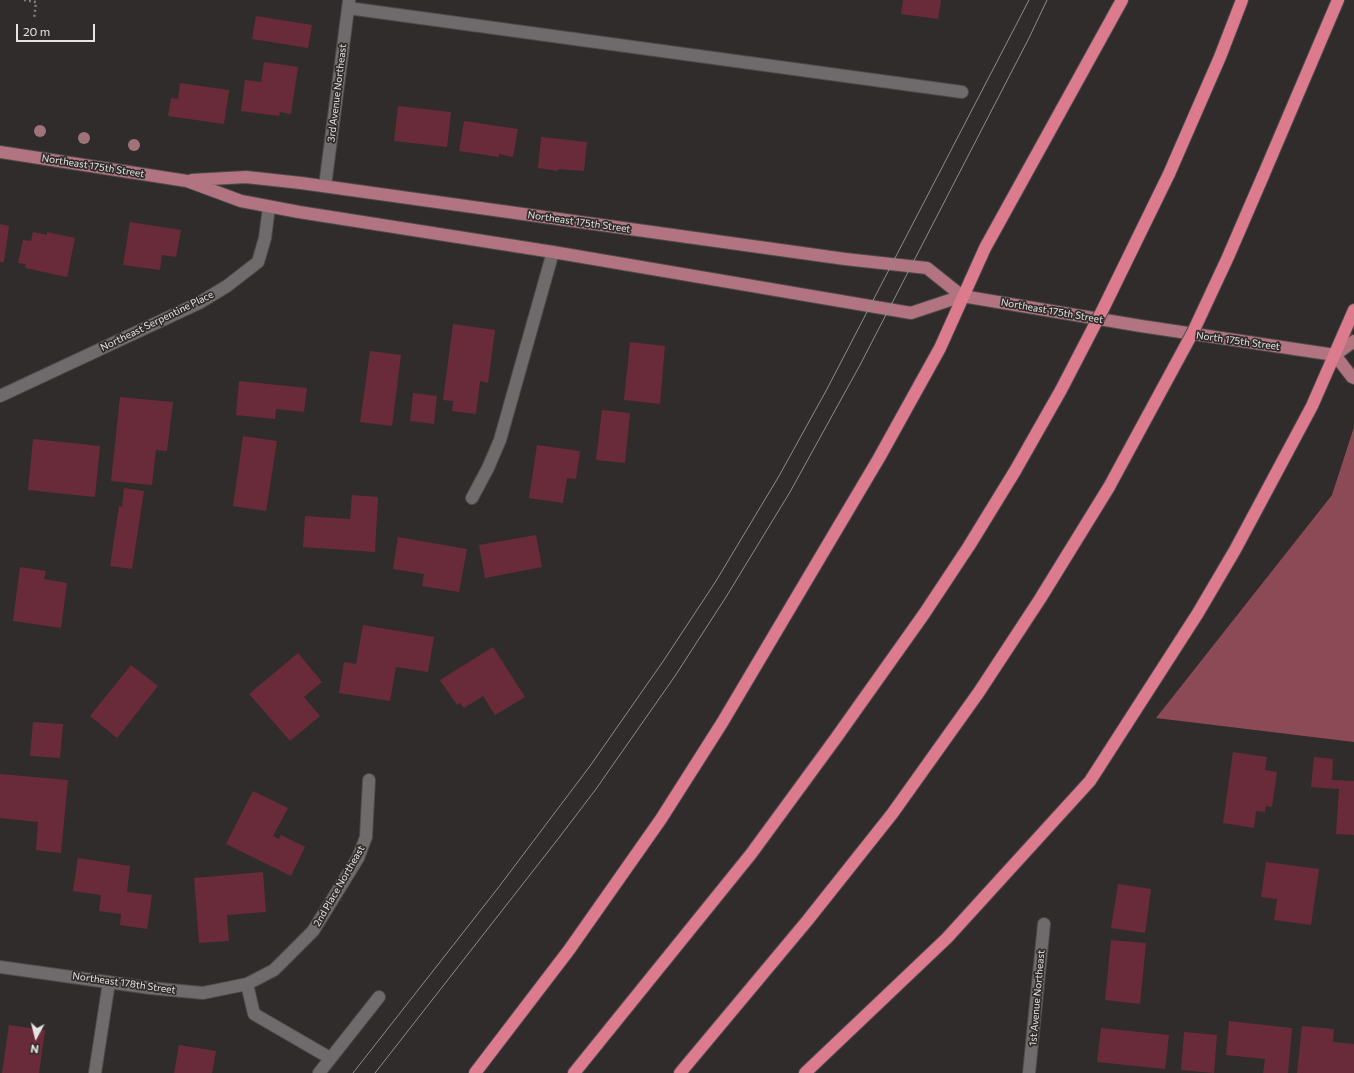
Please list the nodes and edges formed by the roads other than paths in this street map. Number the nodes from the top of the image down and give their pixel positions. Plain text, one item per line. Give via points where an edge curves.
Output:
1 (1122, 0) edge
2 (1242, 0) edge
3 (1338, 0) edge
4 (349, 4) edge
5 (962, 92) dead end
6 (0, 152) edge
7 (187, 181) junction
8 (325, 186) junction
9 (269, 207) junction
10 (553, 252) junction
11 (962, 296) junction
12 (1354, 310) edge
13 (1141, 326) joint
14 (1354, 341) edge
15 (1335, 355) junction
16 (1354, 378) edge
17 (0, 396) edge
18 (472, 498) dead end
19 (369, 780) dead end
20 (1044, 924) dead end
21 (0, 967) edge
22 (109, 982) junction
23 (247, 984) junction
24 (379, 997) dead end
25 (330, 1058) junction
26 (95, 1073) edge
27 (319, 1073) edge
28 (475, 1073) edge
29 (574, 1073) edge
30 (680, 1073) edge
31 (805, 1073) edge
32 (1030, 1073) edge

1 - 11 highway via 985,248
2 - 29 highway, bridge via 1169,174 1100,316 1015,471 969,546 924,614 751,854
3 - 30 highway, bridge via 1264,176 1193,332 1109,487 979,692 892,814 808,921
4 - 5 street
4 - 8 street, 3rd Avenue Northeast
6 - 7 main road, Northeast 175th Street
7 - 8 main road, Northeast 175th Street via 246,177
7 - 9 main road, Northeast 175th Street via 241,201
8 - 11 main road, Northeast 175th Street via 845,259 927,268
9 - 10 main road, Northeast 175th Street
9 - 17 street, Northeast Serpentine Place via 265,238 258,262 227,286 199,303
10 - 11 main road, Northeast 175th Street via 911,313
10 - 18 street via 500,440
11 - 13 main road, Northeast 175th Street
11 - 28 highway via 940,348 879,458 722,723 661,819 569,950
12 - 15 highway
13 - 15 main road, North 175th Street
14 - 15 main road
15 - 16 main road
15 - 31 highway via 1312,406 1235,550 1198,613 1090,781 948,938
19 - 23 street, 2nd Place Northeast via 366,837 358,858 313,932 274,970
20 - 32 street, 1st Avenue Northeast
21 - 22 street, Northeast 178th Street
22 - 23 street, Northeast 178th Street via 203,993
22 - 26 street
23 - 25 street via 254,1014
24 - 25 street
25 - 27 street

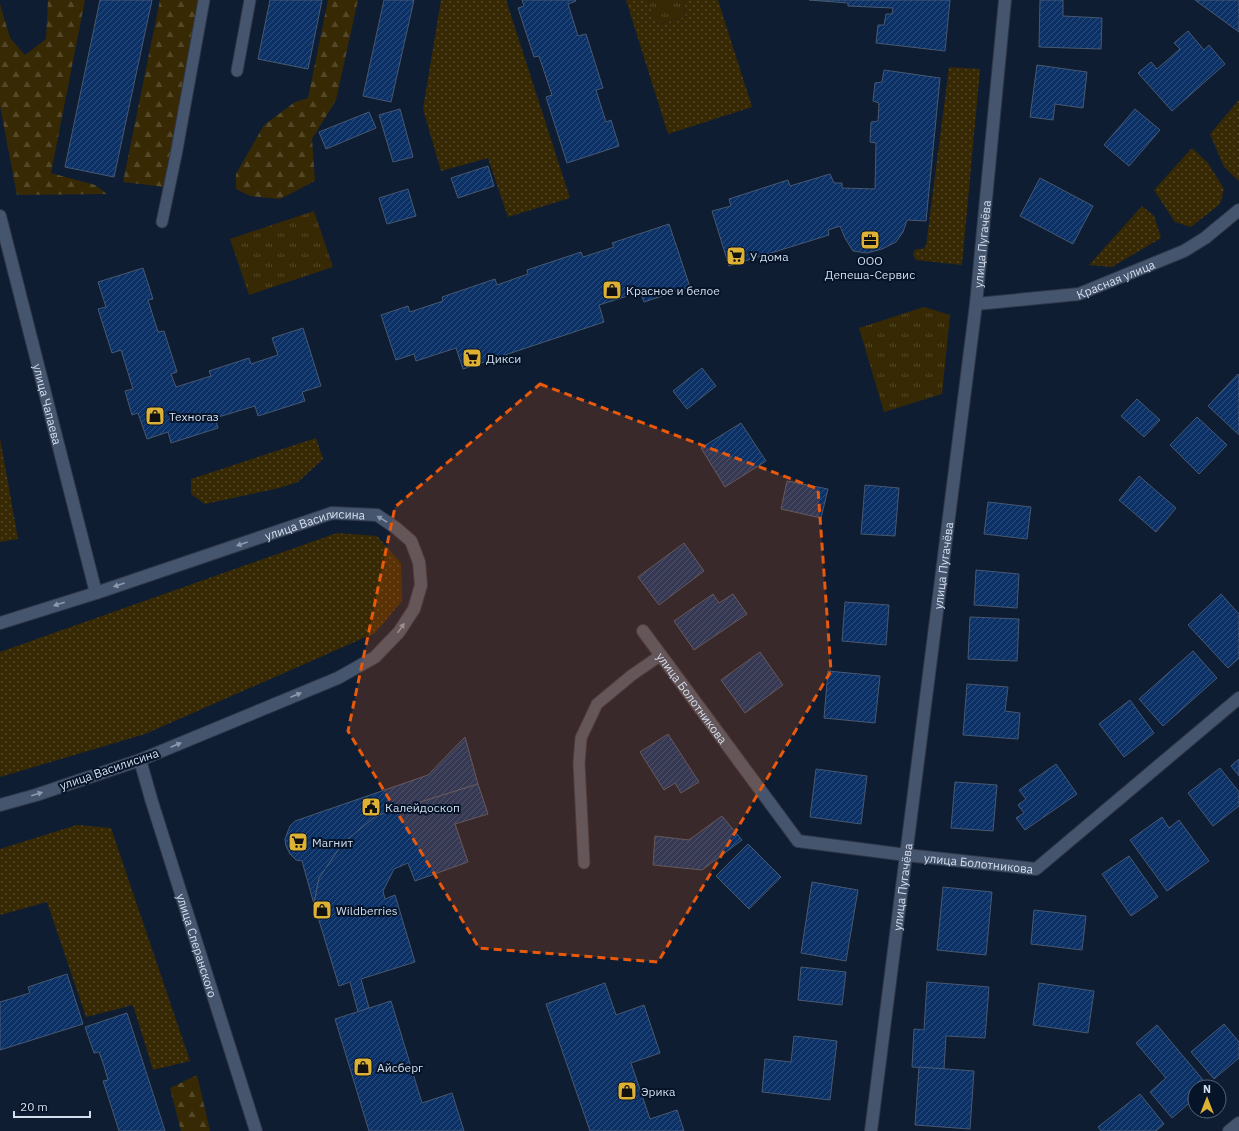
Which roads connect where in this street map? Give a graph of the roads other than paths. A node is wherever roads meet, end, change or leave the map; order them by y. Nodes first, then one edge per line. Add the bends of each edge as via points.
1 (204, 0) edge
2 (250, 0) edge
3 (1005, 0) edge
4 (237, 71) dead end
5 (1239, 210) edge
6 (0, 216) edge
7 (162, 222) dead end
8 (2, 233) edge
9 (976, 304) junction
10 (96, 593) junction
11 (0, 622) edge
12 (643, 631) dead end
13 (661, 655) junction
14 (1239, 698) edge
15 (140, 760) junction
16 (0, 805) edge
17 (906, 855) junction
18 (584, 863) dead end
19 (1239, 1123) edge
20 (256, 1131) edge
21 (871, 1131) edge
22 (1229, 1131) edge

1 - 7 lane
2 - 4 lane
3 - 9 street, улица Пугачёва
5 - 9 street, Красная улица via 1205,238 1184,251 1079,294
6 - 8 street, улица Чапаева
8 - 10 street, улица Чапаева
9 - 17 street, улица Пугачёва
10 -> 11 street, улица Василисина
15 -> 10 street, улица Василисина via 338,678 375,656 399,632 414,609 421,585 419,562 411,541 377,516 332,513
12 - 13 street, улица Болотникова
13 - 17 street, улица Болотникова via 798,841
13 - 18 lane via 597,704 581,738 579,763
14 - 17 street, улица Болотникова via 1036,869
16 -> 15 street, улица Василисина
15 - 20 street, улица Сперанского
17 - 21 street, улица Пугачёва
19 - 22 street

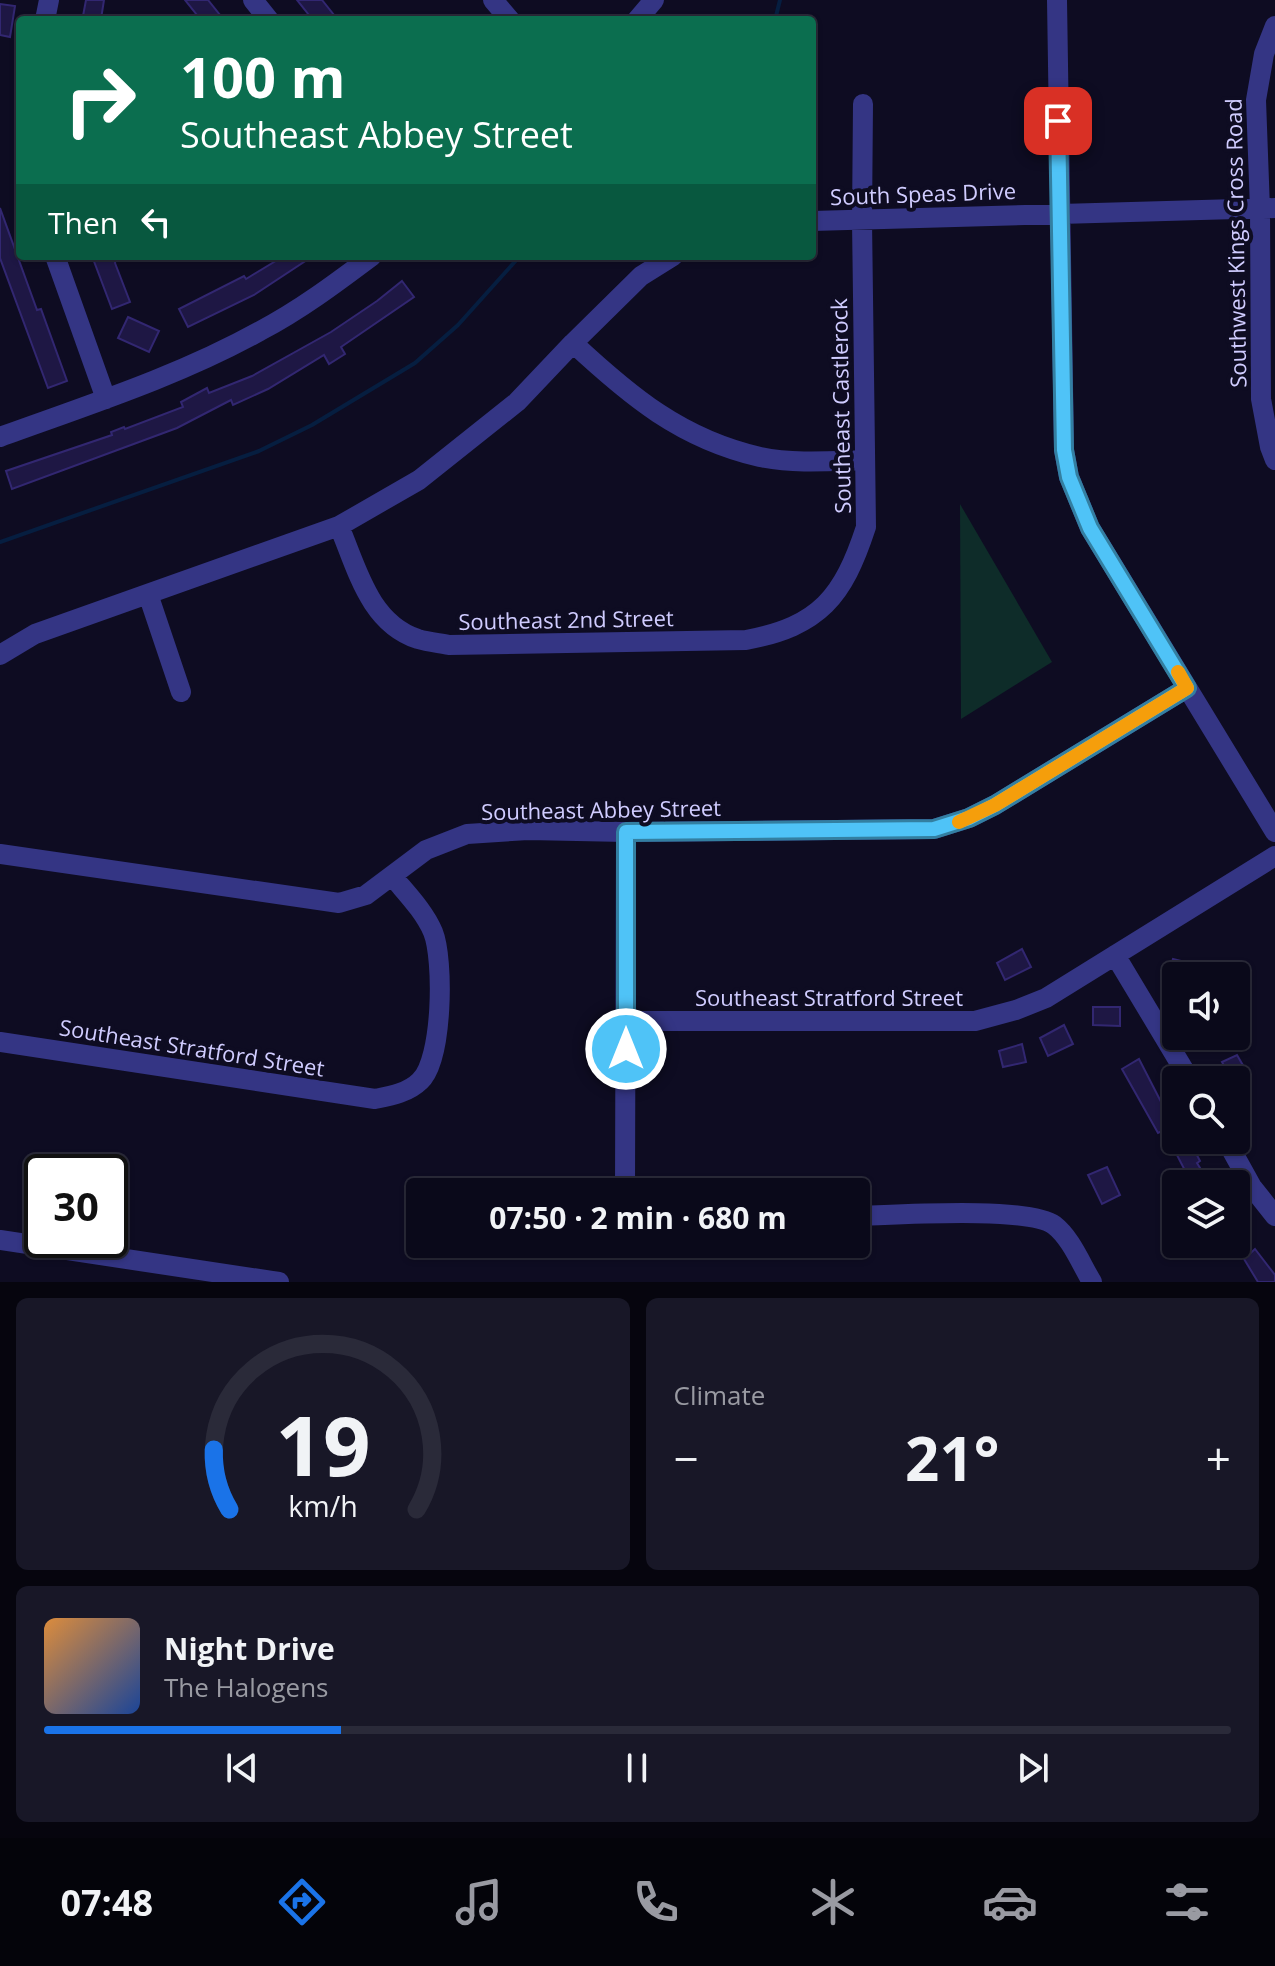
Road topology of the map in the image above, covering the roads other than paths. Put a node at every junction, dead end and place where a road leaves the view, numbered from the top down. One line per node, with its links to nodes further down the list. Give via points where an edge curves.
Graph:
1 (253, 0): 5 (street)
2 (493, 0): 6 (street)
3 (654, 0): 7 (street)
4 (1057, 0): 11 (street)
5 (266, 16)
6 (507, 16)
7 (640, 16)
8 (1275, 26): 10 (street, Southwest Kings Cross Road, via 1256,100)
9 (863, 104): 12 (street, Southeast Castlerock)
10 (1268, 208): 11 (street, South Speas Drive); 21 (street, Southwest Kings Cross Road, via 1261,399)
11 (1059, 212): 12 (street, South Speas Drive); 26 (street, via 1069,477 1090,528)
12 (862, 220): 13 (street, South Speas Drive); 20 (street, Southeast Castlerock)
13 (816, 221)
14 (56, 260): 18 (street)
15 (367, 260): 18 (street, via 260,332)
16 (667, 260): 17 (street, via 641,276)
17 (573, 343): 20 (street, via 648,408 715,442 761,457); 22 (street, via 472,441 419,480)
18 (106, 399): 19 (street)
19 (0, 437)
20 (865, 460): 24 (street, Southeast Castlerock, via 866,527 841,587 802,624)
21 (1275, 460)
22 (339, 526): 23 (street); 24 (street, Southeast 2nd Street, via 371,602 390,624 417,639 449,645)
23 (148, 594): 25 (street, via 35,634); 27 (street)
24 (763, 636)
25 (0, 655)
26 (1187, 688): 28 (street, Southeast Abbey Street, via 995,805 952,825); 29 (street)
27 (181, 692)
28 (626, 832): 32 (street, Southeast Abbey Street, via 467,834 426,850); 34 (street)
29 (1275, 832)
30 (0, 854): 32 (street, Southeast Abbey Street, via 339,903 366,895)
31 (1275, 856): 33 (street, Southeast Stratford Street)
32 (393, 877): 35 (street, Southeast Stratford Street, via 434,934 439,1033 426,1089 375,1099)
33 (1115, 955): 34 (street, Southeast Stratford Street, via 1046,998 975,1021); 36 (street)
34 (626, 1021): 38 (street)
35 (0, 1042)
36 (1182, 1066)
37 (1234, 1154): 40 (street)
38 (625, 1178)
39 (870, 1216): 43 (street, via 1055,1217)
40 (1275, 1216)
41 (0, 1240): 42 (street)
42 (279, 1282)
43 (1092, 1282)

---

Would you filter the records and copy each line that contains the word "Southwest"?

8 (1275, 26): 10 (street, Southwest Kings Cross Road, via 1256,100)
10 (1268, 208): 11 (street, South Speas Drive); 21 (street, Southwest Kings Cross Road, via 1261,399)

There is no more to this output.